Researchers at De Montfort University Leicester (DMU) have secured funding for a pioneering project to create a new digital resource to help people understand the process of transforming classic literature for television and film.
Drawing on papers from DMU Special Collections’ Andrew Davies archive – donated by the award-winning screenwriter in 2015 – original manuscript pages from the British Library, and programme clips, researchers will develop a first-of-its-kind online tool that takes people on a journey from the original manuscripts of George Eliot’s groundbreaking novel Middlemarch, through to Andrew Davies’ celebrated 1994 BBC adaptation.
DMU was donated a wealth of materials by screenwriter Andrew Davies
Professor Justin Smith, Director of the Cinema and Television History Institute at DMU, is the principal investigator for the project, which is funded by the Arts and Humanities Research Council.
He said: “We’re delighted that Andrew Davies’ generous donation of his literary papers will enable us to produce an educational resource that will transform our understanding of the adaptation process, from source to script to screen.
“This is an original concept. To create a digital resource of this kind has never been done before and we hope it will become a prototype that could be reproduced for virtually any adaptation.”
The project coincides with the 150th anniversary of the serialized publication of Middlemarch in 1871-2 (Book I appearing on 1st December 1871).
The town of Stamford was transformed for Andrew Davies' Middlemarch
“Many literacy critics consider Middlemarch to be the first modern English novel,” continued Professor Smith. “It was unique in that it was the first novel to map and dissect provincial English society on the cusp of the Victorian age, and its emotional and intellectual landscape is multi-layered.
“Andrew Davies’ 1994 adaptation of Middlemarch was also a landmark series. It was one of the first dramas to be filmed on location, transforming the town of Stamford, Lincolnshire – a departure from the studio-bound classic dramas which had been the norm.”
Andrew Davies, who is a visiting professor and has an honorary doctorate from DMU, said: “I am thrilled that Professor Justin Smith and his team are giving serious academic recognition to my adaptation of Middlemarch. It was a hugely important cultural event in its time, putting the classic adaptation back on the map and paving the way for Pride and Prejudice and many other hugely successful period dramas.”

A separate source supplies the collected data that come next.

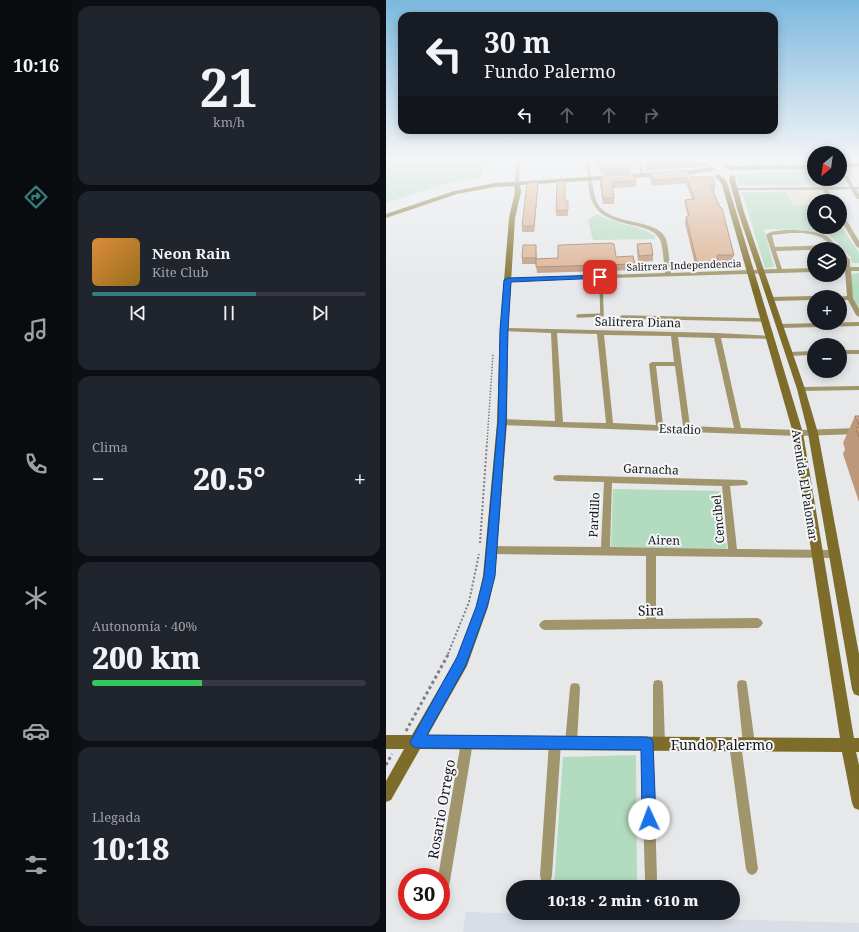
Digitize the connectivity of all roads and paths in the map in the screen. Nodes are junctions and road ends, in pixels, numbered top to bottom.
1 (422, 203) edge
2 (515, 203) edge
3 (595, 203) edge
4 (730, 203) edge
5 (740, 203) edge
6 (386, 216) edge
7 (847, 226) edge
8 (830, 242) edge
9 (859, 246) edge
10 (807, 248) edge
11 (773, 249) junction
12 (847, 260) edge
13 (848, 269) junction
14 (859, 269) edge
15 (807, 270) edge
16 (780, 271) junction
17 (751, 272) junction
18 (761, 272) junction
19 (668, 274) junction
20 (600, 277) junction
21 (508, 280) junction
22 (807, 298) edge
23 (850, 298) joint
24 (770, 299) junction
25 (859, 315) edge
26 (578, 316) dead end
27 (622, 317) dead end
28 (766, 320) junction
29 (859, 324) edge
30 (780, 326) junction
31 (504, 330) junction
32 (554, 331) junction
33 (600, 332) junction
34 (674, 334) junction
35 (717, 335) junction
36 (771, 336) junction
37 (493, 351) dead end
38 (847, 352) edge
39 (859, 352) edge
40 (807, 353) edge
41 (789, 354) junction
42 (678, 364) junction
43 (859, 388) edge
44 (801, 389) junction
45 (502, 422) junction
46 (559, 424) junction
47 (610, 426) junction
48 (660, 428) junction
49 (688, 429) junction
50 (738, 431) junction
51 (859, 431) edge
52 (798, 433) junction
53 (813, 433) junction
54 (557, 478) dead end
55 (608, 480) junction
56 (726, 483) junction
57 (744, 483) dead end
58 (492, 550) junction
59 (605, 551) junction
60 (651, 552) junction
61 (733, 553) junction
62 (816, 554) junction
63 (835, 554) junction
64 (758, 623) dead end
65 (651, 624) junction
66 (544, 625) dead end
67 (658, 685) dead end
68 (742, 685) dead end
69 (575, 688) dead end
70 (859, 689) edge
71 (393, 741) edge
72 (417, 742) junction
73 (467, 742) junction
74 (555, 743) junction
75 (571, 743) junction
76 (653, 743) junction
77 (742, 744) junction
78 (853, 745) edge
79 (386, 756) edge
80 (391, 756) junction
81 (386, 765) edge
82 (386, 795) edge
83 (859, 802) edge
84 (446, 868) edge
85 (752, 869) dead end
86 (546, 875) dead end
87 (651, 879) dead end

1 - 6 street
2 - 21 street
3 - 19 street
4 - 17 street, Avenida El Palomar
5 - 18 street, Avenida El Palomar
7 - 9 street
8 - 11 street
10 - 11 street
11 - 16 street
12 - 13 street
13 - 14 street
13 - 23 street
15 - 16 street, Salitrera Independencia
16 - 18 street, Salitrera Independencia
17 - 18 street, Salitrera Independencia
17 - 19 street, Salitrera Independencia
17 - 28 street, Avenida El Palomar
18 - 24 street, Avenida El Palomar
19 - 20 street, Salitrera Independencia
20 - 21 street, Salitrera Independencia
20 - 26 lane
21 - 31 street
22 - 24 street
23 - 25 street
24 - 30 street, Avenida El Palomar
27 - 28 lane
28 - 36 street, Avenida El Palomar
29 - 30 street
30 - 41 street, Avenida El Palomar
31 - 32 street, Salitrera Diana
31 - 45 street
32 - 33 street, Salitrera Diana
32 - 46 street
33 - 34 street, Salitrera Diana
33 - 47 street
34 - 35 street, Salitrera Diana
34 - 42 street
35 - 36 street, Salitrera Diana
35 - 50 street
36 - 52 street, Avenida El Palomar
37 - 71 path
38 - 39 street
40 - 41 street
41 - 44 street, Avenida El Palomar
42 - 48 street
42 - 49 street
43 - 44 street
44 - 53 street, Avenida El Palomar
45 - 46 street, Estadio
45 - 58 street
46 - 47 street, Estadio
47 - 48 street, Estadio
48 - 49 street, Estadio
49 - 50 street, Estadio
50 - 52 street, Estadio
51 - 53 street, Estadio
52 - 53 street, Estadio
52 - 62 street, Avenida El Palomar
53 - 63 street, Avenida El Palomar
54 - 55 street, Garnacha
55 - 56 street, Garnacha
55 - 59 street, Pardillo
56 - 57 street, Garnacha
56 - 61 street, Cencibel
58 - 59 street, Airen
58 - 72 street
59 - 60 street, Airen
60 - 61 street, Airen
60 - 65 street
61 - 62 street, Airen
62 - 63 street, Airen
62 - 78 street, Avenida El Palomar
63 - 70 street, Avenida El Palomar
64 - 65 street, Sira
65 - 66 street, Sira
67 - 76 street
68 - 77 street
69 - 75 street
71 - 72 street
71 - 80 path
72 - 73 street, Fundo Palermo
72 - 82 street
73 - 74 street, Fundo Palermo
73 - 84 street, Rosario Orrego
74 - 75 street, Fundo Palermo
74 - 86 street
75 - 76 street, Fundo Palermo
76 - 77 street, Fundo Palermo
76 - 87 street
77 - 78 street, Fundo Palermo
77 - 85 street
78 - 83 street, Avenida El Palomar
79 - 80 path
80 - 81 path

Andrew Davies has worked with DMU for a number of years
On this interdisciplinary research project, Professor Smith will work alongside experts including DMU’s Professor Gabriel Egan, Director of the Centre for Textual Studies, Dr Anna Blackwell from the Centre for Adaptations, Head of DMU Special Collections Katharine Short, and Research Fellow Dr Lucy Hobbs.

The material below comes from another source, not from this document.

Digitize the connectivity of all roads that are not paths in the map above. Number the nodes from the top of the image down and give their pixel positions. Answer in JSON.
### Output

They will also collaborate with researchers from the University of Auburn, USA, led by Digital Humanities expert Dr Beverley Rilett, Head of the George Eliot Archive.
The 15-month project, beginning in January, will culminate in a special event at the British Library in December 2022, bringing together representatives from educational publishing and the heritage sector, to assess the development potential of this new online adaptation resource for A-level students and visitors to literary heritage sites and museums.
Alex Lock, curator of modern archives and manuscripts at the British Library, said: “The British Library is home to the final revised draft of George Eliot’s Middlemarch. We’re looking forward to working with colleagues at DMU to make sure more people can access and interpret this incredible manuscript.”
“The tool we create has the potential for tremendous benefits beyond academia,” added Professor Smith. “Screen adaptations are hugely popular with a whole range of audiences so we really hope that this is going to inspire and enthuse people.”